Не знаю, что послужило причиной резкой перемены настроения Айвора – может, упоминание моей женой о газетах или имя Дермота Линча, – но в этот момент неуловимая тень пробежала по его лицу. Тот молодой, беззаботный человек, который пришел к нам в дом час назад, исчез.
– Это зависит от того, что ты имеешь в виду, когда говоришь «очень навредило». Леди, – Айвор всегда называл Маргарет Тэтчер «Леди», – это не понравилось бы. Если я стою в очереди на повышение, я его не получу, или будет сделано все, чтобы замедлить мой карьерный рост. Если бы журналисты рассказали о наручниках и кляпе, они бы выставили меня очередным извращенцем. – Айвор старался говорить уверенно, но это ему не вполне удавалось. – Видите ли, есть одна маленькая сложность: я не обратился в полицию, когда газеты писали об этом как о настоящем похищении. И еще большая сложность, что я не сделал этого, когда они решили, что жертвой была Келли Мейсон. Но я действительно думаю, что теперь все позади. Я хочу сказать, раз они интересуются Мейсонами, то даже если Дермот придет в себя и заговорит, что весьма маловероятно, ему вряд ли поверят.

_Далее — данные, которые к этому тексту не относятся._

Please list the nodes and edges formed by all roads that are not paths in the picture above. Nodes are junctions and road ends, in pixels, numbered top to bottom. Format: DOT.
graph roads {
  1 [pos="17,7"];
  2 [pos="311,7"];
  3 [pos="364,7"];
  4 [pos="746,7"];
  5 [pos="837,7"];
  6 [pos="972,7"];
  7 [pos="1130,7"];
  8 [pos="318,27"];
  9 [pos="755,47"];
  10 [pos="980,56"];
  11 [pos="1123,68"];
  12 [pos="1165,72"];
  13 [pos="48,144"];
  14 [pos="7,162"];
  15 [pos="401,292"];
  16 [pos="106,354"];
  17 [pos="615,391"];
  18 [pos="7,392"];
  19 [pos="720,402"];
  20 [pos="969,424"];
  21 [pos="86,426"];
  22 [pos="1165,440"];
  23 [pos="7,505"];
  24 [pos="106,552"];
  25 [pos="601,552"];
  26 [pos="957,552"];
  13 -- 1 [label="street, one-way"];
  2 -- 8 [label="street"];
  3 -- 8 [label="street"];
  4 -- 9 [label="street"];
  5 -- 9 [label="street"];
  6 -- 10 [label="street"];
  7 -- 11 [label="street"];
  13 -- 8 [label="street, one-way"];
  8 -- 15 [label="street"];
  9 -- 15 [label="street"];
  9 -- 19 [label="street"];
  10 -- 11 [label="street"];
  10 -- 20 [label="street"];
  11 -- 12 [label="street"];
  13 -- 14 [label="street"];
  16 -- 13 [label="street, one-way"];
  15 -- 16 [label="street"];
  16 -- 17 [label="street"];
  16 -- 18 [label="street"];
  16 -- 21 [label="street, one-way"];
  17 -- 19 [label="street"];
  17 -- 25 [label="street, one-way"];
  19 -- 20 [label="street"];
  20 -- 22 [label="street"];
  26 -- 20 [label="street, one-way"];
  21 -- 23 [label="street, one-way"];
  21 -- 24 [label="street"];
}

Я решил не принимать участие в этой беседе.
Айрис сказала:
– Но полицейские захотели бы с тобой встретиться, правда? Они спросили бы тебя, есть ли связь между тобой и Мейсонами и, возможно, между тобой и Хиби.
Айвор уже думал об этом, но это напоминание снова вернуло мрачное выражение на его лицо.
– Ну, возможно, но никто не знает о нас с Хиби, кроме вас.
– Ты в этом уверен?
Однако еще один человек был осведомлен об их отношениях; правда, мы не знали, насколько подробно. Это была подруга Хиби, обеспечивающая ей алиби. Она звонила ему вчера вечером, но Айвор тогда не сказал нам об этом. Было ясно, что он хотел сменить столь неприятную ему тему разговора. И если в начале нашей беседы он был уверен, что избежал скандала, то теперь был уверен в том, что увяз в этой истории по уши. Айвор принадлежит к тому типу людей, которые в любой ситуации надеются на лучшее, стараются не замечать темных сторон жизни и в любом положении проявляют оптимизм. Для политика это полезная черта. В конце концов, в парламенте никто не может встать и сказать, что война была ошибкой, экономика в тяжелом положении и впереди нас ждет только тьма, не так ли? Айвор выпрямился на стуле, попросил еще порцию джина и сказал, что у него предчувствие, что все будет в порядке и эта неприятная история скоро забудется.